§ Input records
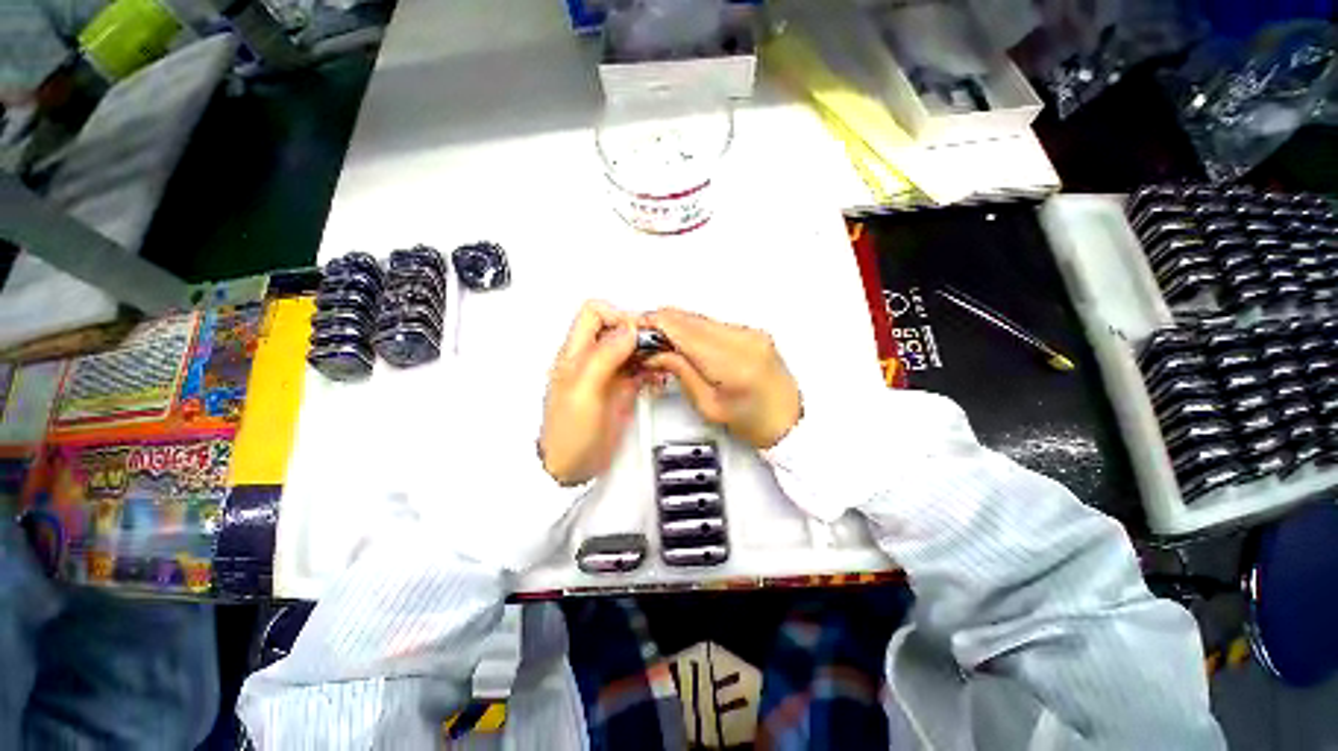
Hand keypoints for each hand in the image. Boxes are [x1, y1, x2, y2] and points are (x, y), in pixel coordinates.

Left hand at [539, 301, 645, 485]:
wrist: (572, 467)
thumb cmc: (567, 435)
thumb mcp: (583, 390)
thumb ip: (603, 356)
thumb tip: (626, 330)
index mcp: (576, 354)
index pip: (595, 313)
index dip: (618, 316)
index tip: (637, 333)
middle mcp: (593, 359)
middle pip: (619, 329)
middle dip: (640, 333)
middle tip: (656, 346)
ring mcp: (609, 375)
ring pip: (633, 348)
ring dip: (649, 351)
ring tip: (661, 363)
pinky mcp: (622, 390)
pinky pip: (641, 369)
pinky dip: (653, 369)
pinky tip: (657, 379)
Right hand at [641, 309, 802, 448]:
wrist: (790, 422)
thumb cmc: (756, 422)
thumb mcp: (709, 405)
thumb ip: (681, 371)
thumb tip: (657, 352)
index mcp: (733, 363)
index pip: (684, 331)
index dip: (656, 325)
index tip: (637, 329)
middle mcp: (745, 340)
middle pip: (690, 319)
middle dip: (662, 325)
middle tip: (645, 339)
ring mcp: (751, 333)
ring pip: (701, 318)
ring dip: (678, 327)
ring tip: (663, 345)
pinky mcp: (752, 332)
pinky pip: (714, 323)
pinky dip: (694, 330)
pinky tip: (686, 344)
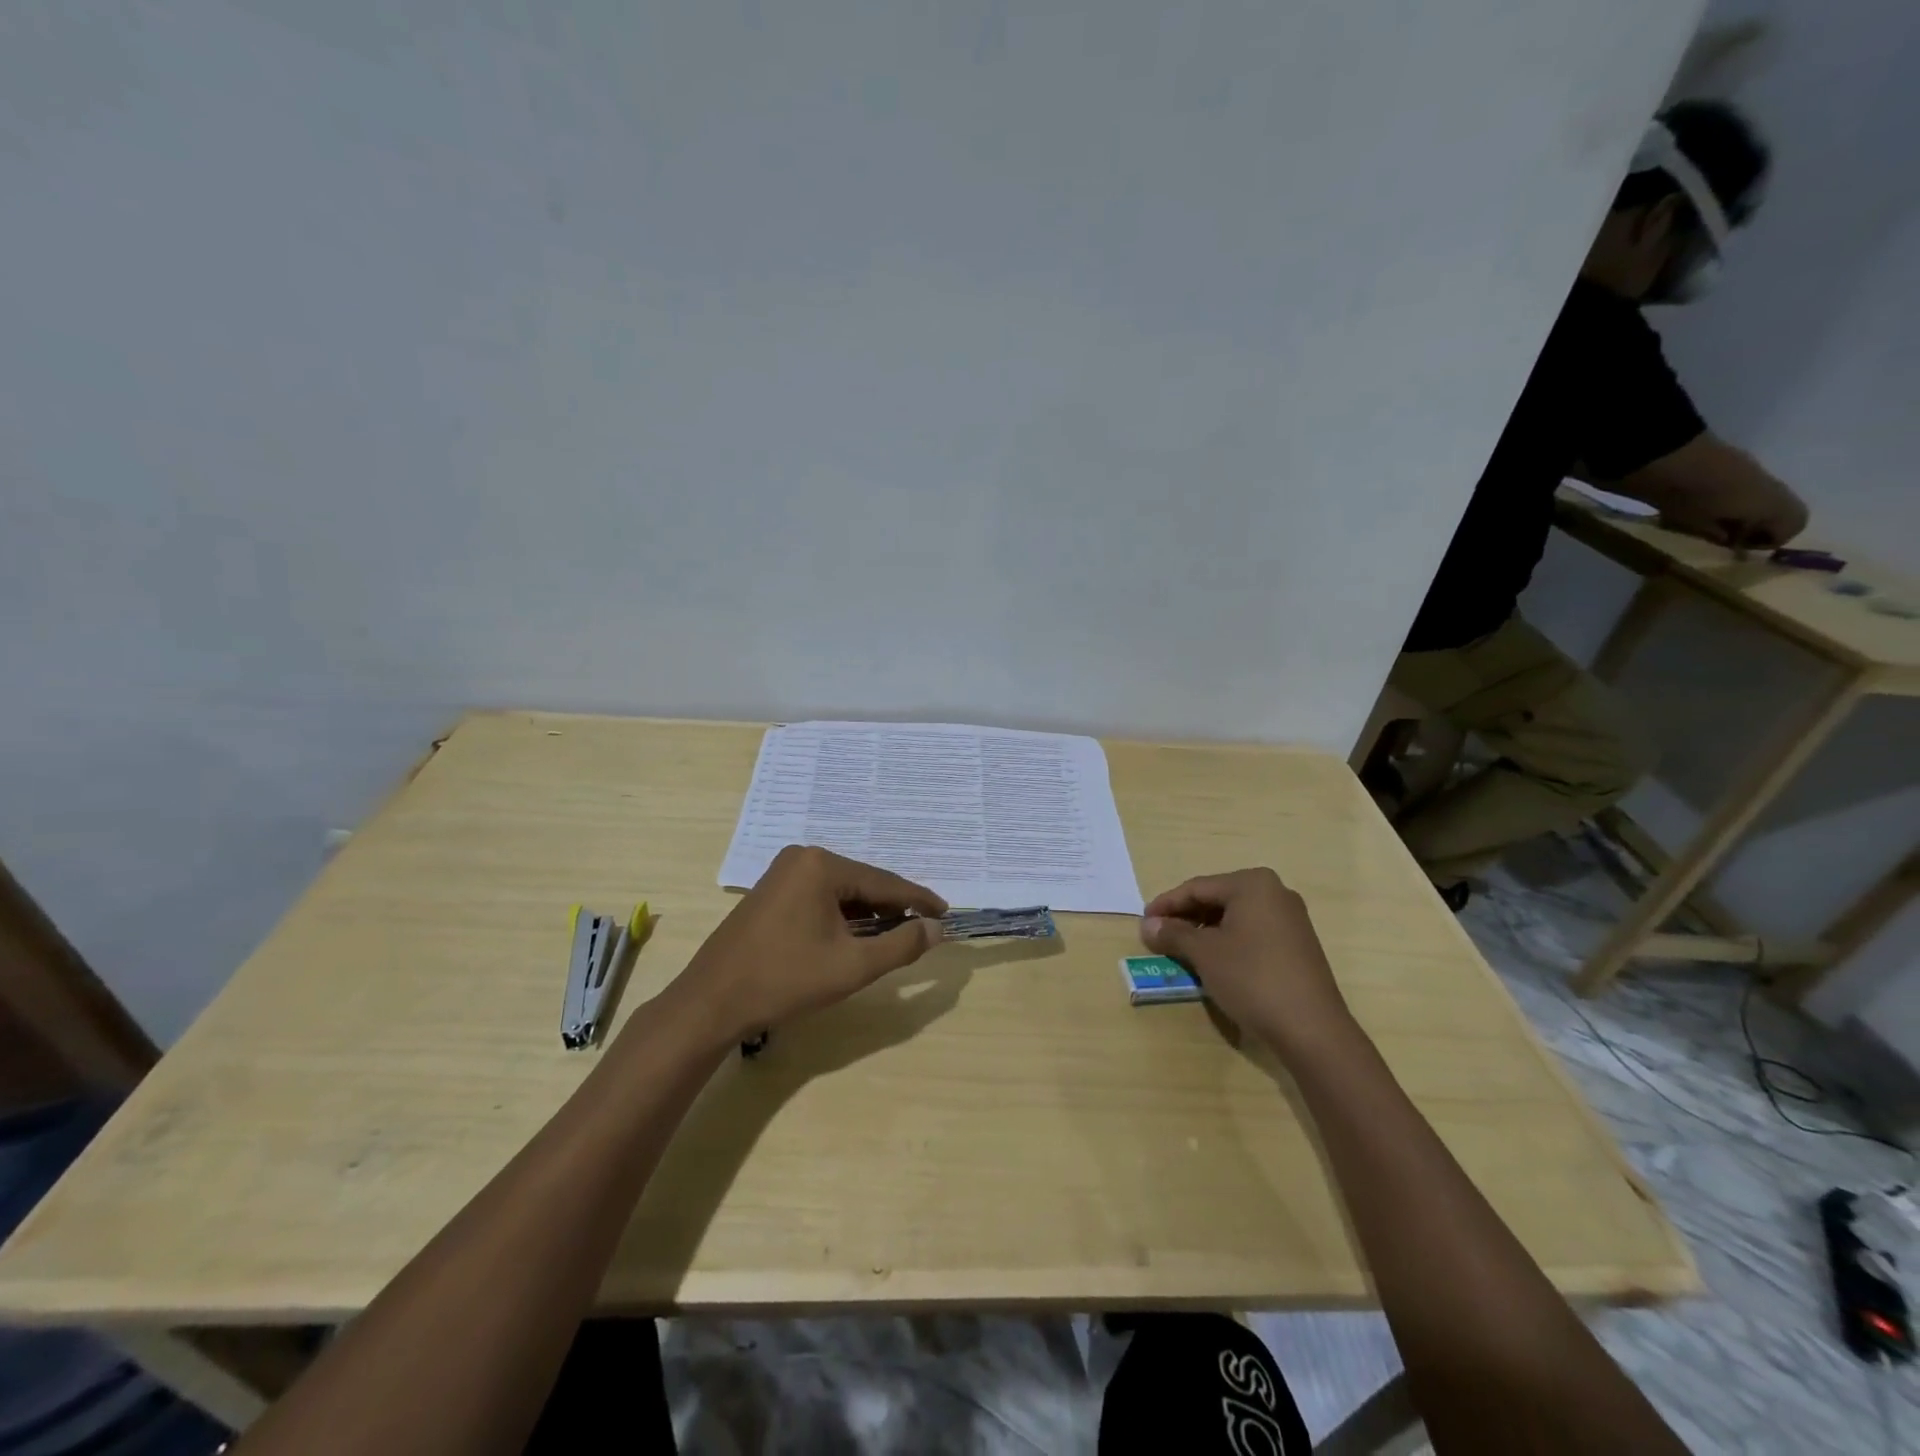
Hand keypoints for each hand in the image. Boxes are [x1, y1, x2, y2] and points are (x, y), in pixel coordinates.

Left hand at [668, 846, 946, 1045]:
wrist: (712, 1002)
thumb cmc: (786, 980)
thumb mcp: (852, 966)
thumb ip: (901, 945)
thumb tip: (936, 928)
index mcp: (822, 865)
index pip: (884, 882)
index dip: (918, 900)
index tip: (946, 912)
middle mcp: (803, 858)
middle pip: (862, 883)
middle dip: (892, 907)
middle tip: (922, 927)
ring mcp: (783, 873)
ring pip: (841, 892)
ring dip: (868, 914)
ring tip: (895, 935)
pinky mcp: (771, 893)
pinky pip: (820, 898)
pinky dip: (842, 916)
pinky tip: (856, 935)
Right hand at [1140, 868, 1352, 1054]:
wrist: (1312, 1029)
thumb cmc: (1252, 978)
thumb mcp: (1204, 954)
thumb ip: (1173, 934)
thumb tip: (1147, 925)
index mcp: (1252, 884)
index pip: (1197, 887)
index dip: (1166, 904)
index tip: (1143, 922)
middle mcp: (1275, 892)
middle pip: (1217, 898)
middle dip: (1186, 917)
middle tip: (1159, 936)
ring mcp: (1290, 918)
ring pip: (1234, 916)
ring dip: (1205, 931)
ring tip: (1181, 950)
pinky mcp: (1297, 944)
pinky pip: (1252, 932)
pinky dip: (1227, 941)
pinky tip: (1213, 960)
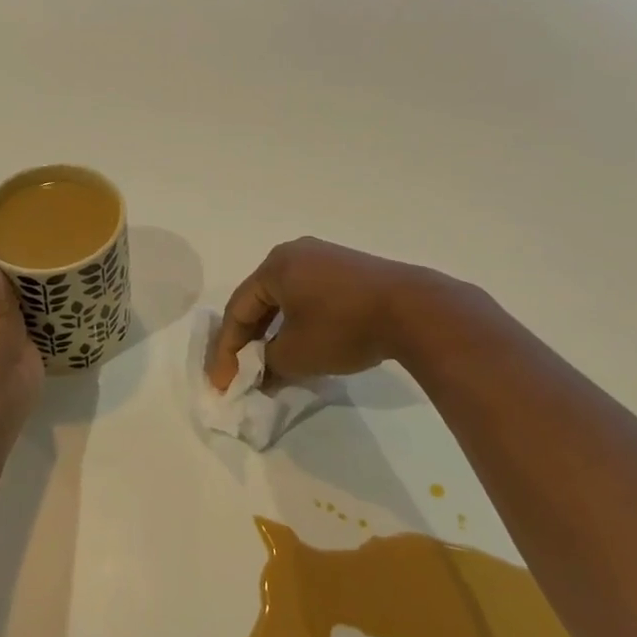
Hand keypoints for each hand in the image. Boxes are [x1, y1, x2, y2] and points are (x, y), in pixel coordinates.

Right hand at [210, 237, 432, 389]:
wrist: (413, 309)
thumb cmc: (343, 327)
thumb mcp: (296, 354)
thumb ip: (268, 364)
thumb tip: (260, 372)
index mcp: (275, 265)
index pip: (237, 309)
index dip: (227, 350)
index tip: (223, 384)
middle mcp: (295, 253)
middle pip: (260, 301)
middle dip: (249, 340)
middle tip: (242, 374)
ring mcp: (325, 258)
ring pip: (285, 299)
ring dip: (274, 332)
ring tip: (271, 364)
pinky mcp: (348, 270)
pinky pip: (309, 295)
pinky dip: (298, 322)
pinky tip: (303, 345)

§ What you have to do
Print, with pictures removed, exactly the lines of the records above from the top through the line containing "pinky tip: (686, 344)".

§ Result for this exercise
Hand keypoints for each hand in the image. Boxes are [x1, y1, x2, y2] and points are (x, y), in pixel coordinates.

Left hand at [539, 301, 645, 485]:
wrist: (572, 467)
thumb cmc: (567, 435)
thumb mcp: (583, 390)
thumb ip: (603, 356)
thumb tip: (626, 330)
index mcp: (576, 354)
index pip: (595, 313)
index dip: (618, 316)
index tip: (637, 333)
middle mcp: (593, 359)
middle pip: (619, 329)
middle dip: (640, 333)
middle tip: (656, 346)
ring mcp: (609, 375)
ring pip: (633, 348)
ring dip: (649, 351)
ring tip: (661, 363)
pinky mcp: (622, 390)
pinky pip: (641, 369)
pinky dip: (653, 369)
pinky tip: (657, 379)
Right hand at [641, 309, 802, 448]:
wrist: (790, 422)
thumb cmc: (756, 422)
thumb mcp: (709, 405)
thumb ip: (681, 371)
thumb tip: (657, 352)
index mcp: (733, 363)
index pip: (684, 331)
index dip: (656, 325)
index tip: (637, 329)
middle mcp: (745, 340)
middle pip: (690, 319)
middle dip: (662, 325)
middle tip: (645, 339)
ring mcp: (751, 333)
ring pip: (701, 318)
ring dip: (678, 327)
ring tip: (663, 345)
pinky mcp: (752, 332)
pinky pip: (714, 323)
pinky dip: (694, 330)
pinky tip: (686, 344)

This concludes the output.